Task to carry out:
Please print every record exactly as it stands, leaving out the pictures.

━━ Input data

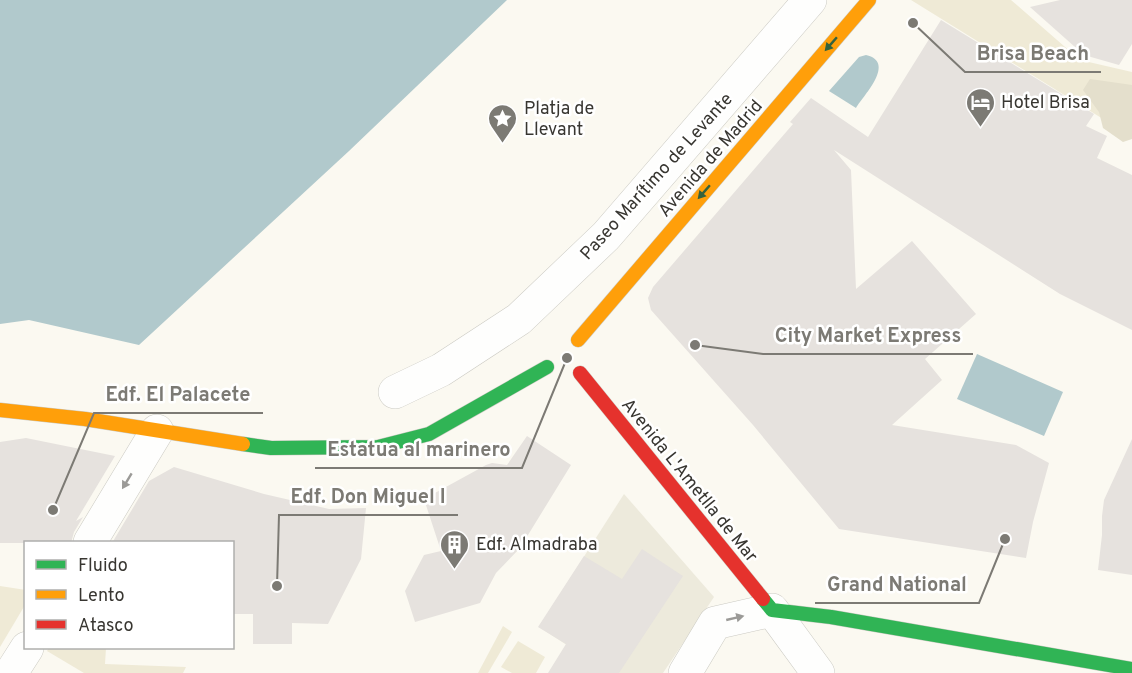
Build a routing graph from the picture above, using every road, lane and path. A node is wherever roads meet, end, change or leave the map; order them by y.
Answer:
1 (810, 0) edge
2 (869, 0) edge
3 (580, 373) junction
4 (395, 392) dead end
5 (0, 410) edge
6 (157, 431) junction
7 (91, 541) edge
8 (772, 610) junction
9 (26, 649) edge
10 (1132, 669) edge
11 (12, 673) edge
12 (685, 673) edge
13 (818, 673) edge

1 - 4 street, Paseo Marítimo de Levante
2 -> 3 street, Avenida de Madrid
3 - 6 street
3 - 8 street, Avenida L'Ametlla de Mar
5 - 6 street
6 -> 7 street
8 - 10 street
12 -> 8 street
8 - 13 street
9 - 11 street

━━━━

Exercise solution:
Build a routing graph from the picture above, using every road, lane and path. A node is wherever roads meet, end, change or leave the map; order them by y.
Answer:
1 (810, 0) edge
2 (869, 0) edge
3 (580, 373) junction
4 (395, 392) dead end
5 (0, 410) edge
6 (157, 431) junction
7 (91, 541) edge
8 (772, 610) junction
9 (26, 649) edge
10 (1132, 669) edge
11 (12, 673) edge
12 (685, 673) edge
13 (818, 673) edge

1 - 4 street, Paseo Marítimo de Levante
2 -> 3 street, Avenida de Madrid
3 - 6 street
3 - 8 street, Avenida L'Ametlla de Mar
5 - 6 street
6 -> 7 street
8 - 10 street
12 -> 8 street
8 - 13 street
9 - 11 street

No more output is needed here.